▶ [Your task]:
Repeat every entry below exactly as given.

▶ [Data shown]:
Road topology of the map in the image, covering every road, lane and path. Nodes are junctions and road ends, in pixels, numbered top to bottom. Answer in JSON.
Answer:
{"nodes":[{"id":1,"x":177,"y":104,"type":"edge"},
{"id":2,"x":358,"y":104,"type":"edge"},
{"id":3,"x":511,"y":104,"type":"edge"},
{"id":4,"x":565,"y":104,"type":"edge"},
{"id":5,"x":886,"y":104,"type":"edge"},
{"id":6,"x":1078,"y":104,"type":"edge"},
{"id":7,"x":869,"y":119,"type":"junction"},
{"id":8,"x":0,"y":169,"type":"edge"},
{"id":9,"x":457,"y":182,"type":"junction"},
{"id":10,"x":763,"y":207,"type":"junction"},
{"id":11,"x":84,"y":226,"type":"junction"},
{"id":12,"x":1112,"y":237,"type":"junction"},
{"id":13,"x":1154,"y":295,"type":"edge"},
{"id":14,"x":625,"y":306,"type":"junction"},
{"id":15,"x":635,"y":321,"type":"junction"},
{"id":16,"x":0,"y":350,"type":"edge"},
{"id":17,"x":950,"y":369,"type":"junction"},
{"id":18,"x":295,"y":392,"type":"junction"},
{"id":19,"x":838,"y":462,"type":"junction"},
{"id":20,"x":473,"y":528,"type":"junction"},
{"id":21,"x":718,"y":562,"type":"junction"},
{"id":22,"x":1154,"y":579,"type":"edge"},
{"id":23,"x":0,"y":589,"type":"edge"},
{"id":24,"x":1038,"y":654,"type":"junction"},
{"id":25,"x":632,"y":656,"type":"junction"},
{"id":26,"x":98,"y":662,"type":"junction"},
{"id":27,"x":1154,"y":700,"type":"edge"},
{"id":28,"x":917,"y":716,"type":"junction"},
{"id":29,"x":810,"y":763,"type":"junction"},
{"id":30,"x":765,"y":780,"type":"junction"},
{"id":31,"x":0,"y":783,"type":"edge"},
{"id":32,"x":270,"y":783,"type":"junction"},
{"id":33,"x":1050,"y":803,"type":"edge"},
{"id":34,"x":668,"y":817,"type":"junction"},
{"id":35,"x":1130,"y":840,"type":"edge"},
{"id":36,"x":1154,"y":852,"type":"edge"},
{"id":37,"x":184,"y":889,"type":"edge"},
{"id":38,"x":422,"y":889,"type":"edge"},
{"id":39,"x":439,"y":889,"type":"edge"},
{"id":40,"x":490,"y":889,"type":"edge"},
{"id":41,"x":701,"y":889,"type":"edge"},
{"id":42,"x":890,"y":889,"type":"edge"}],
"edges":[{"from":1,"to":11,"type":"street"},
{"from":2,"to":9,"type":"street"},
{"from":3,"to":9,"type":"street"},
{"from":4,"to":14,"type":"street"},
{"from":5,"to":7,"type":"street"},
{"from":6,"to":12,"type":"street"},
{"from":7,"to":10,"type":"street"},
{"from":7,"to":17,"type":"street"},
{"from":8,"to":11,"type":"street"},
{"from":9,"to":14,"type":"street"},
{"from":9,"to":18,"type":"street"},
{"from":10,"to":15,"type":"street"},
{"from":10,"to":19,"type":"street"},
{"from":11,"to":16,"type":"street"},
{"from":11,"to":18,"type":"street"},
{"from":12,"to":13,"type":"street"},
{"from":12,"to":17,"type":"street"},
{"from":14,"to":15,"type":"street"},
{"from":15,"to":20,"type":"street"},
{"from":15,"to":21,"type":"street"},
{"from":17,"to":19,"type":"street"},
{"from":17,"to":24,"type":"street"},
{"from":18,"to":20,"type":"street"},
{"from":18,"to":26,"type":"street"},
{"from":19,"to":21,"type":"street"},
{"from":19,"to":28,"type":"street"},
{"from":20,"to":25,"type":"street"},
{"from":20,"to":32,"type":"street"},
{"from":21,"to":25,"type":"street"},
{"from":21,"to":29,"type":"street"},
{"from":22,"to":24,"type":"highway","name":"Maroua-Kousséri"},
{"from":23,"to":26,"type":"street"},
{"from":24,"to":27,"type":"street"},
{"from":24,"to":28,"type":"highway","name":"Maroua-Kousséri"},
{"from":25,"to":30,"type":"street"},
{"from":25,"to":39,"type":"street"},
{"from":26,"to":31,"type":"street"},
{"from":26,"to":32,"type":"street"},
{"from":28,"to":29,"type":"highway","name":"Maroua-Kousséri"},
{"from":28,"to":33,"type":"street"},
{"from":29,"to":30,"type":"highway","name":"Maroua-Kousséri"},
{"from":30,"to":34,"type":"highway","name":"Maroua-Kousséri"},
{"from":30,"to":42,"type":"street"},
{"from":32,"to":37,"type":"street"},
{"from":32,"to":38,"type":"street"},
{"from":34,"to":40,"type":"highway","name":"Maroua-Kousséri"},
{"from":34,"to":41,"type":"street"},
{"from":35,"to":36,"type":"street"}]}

▶ [Output of the task]:
Road topology of the map in the image, covering every road, lane and path. Nodes are junctions and road ends, in pixels, numbered top to bottom. Answer in JSON.
Answer:
{"nodes":[{"id":1,"x":177,"y":104,"type":"edge"},
{"id":2,"x":358,"y":104,"type":"edge"},
{"id":3,"x":511,"y":104,"type":"edge"},
{"id":4,"x":565,"y":104,"type":"edge"},
{"id":5,"x":886,"y":104,"type":"edge"},
{"id":6,"x":1078,"y":104,"type":"edge"},
{"id":7,"x":869,"y":119,"type":"junction"},
{"id":8,"x":0,"y":169,"type":"edge"},
{"id":9,"x":457,"y":182,"type":"junction"},
{"id":10,"x":763,"y":207,"type":"junction"},
{"id":11,"x":84,"y":226,"type":"junction"},
{"id":12,"x":1112,"y":237,"type":"junction"},
{"id":13,"x":1154,"y":295,"type":"edge"},
{"id":14,"x":625,"y":306,"type":"junction"},
{"id":15,"x":635,"y":321,"type":"junction"},
{"id":16,"x":0,"y":350,"type":"edge"},
{"id":17,"x":950,"y":369,"type":"junction"},
{"id":18,"x":295,"y":392,"type":"junction"},
{"id":19,"x":838,"y":462,"type":"junction"},
{"id":20,"x":473,"y":528,"type":"junction"},
{"id":21,"x":718,"y":562,"type":"junction"},
{"id":22,"x":1154,"y":579,"type":"edge"},
{"id":23,"x":0,"y":589,"type":"edge"},
{"id":24,"x":1038,"y":654,"type":"junction"},
{"id":25,"x":632,"y":656,"type":"junction"},
{"id":26,"x":98,"y":662,"type":"junction"},
{"id":27,"x":1154,"y":700,"type":"edge"},
{"id":28,"x":917,"y":716,"type":"junction"},
{"id":29,"x":810,"y":763,"type":"junction"},
{"id":30,"x":765,"y":780,"type":"junction"},
{"id":31,"x":0,"y":783,"type":"edge"},
{"id":32,"x":270,"y":783,"type":"junction"},
{"id":33,"x":1050,"y":803,"type":"edge"},
{"id":34,"x":668,"y":817,"type":"junction"},
{"id":35,"x":1130,"y":840,"type":"edge"},
{"id":36,"x":1154,"y":852,"type":"edge"},
{"id":37,"x":184,"y":889,"type":"edge"},
{"id":38,"x":422,"y":889,"type":"edge"},
{"id":39,"x":439,"y":889,"type":"edge"},
{"id":40,"x":490,"y":889,"type":"edge"},
{"id":41,"x":701,"y":889,"type":"edge"},
{"id":42,"x":890,"y":889,"type":"edge"}],
"edges":[{"from":1,"to":11,"type":"street"},
{"from":2,"to":9,"type":"street"},
{"from":3,"to":9,"type":"street"},
{"from":4,"to":14,"type":"street"},
{"from":5,"to":7,"type":"street"},
{"from":6,"to":12,"type":"street"},
{"from":7,"to":10,"type":"street"},
{"from":7,"to":17,"type":"street"},
{"from":8,"to":11,"type":"street"},
{"from":9,"to":14,"type":"street"},
{"from":9,"to":18,"type":"street"},
{"from":10,"to":15,"type":"street"},
{"from":10,"to":19,"type":"street"},
{"from":11,"to":16,"type":"street"},
{"from":11,"to":18,"type":"street"},
{"from":12,"to":13,"type":"street"},
{"from":12,"to":17,"type":"street"},
{"from":14,"to":15,"type":"street"},
{"from":15,"to":20,"type":"street"},
{"from":15,"to":21,"type":"street"},
{"from":17,"to":19,"type":"street"},
{"from":17,"to":24,"type":"street"},
{"from":18,"to":20,"type":"street"},
{"from":18,"to":26,"type":"street"},
{"from":19,"to":21,"type":"street"},
{"from":19,"to":28,"type":"street"},
{"from":20,"to":25,"type":"street"},
{"from":20,"to":32,"type":"street"},
{"from":21,"to":25,"type":"street"},
{"from":21,"to":29,"type":"street"},
{"from":22,"to":24,"type":"highway","name":"Maroua-Kousséri"},
{"from":23,"to":26,"type":"street"},
{"from":24,"to":27,"type":"street"},
{"from":24,"to":28,"type":"highway","name":"Maroua-Kousséri"},
{"from":25,"to":30,"type":"street"},
{"from":25,"to":39,"type":"street"},
{"from":26,"to":31,"type":"street"},
{"from":26,"to":32,"type":"street"},
{"from":28,"to":29,"type":"highway","name":"Maroua-Kousséri"},
{"from":28,"to":33,"type":"street"},
{"from":29,"to":30,"type":"highway","name":"Maroua-Kousséri"},
{"from":30,"to":34,"type":"highway","name":"Maroua-Kousséri"},
{"from":30,"to":42,"type":"street"},
{"from":32,"to":37,"type":"street"},
{"from":32,"to":38,"type":"street"},
{"from":34,"to":40,"type":"highway","name":"Maroua-Kousséri"},
{"from":34,"to":41,"type":"street"},
{"from":35,"to":36,"type":"street"}]}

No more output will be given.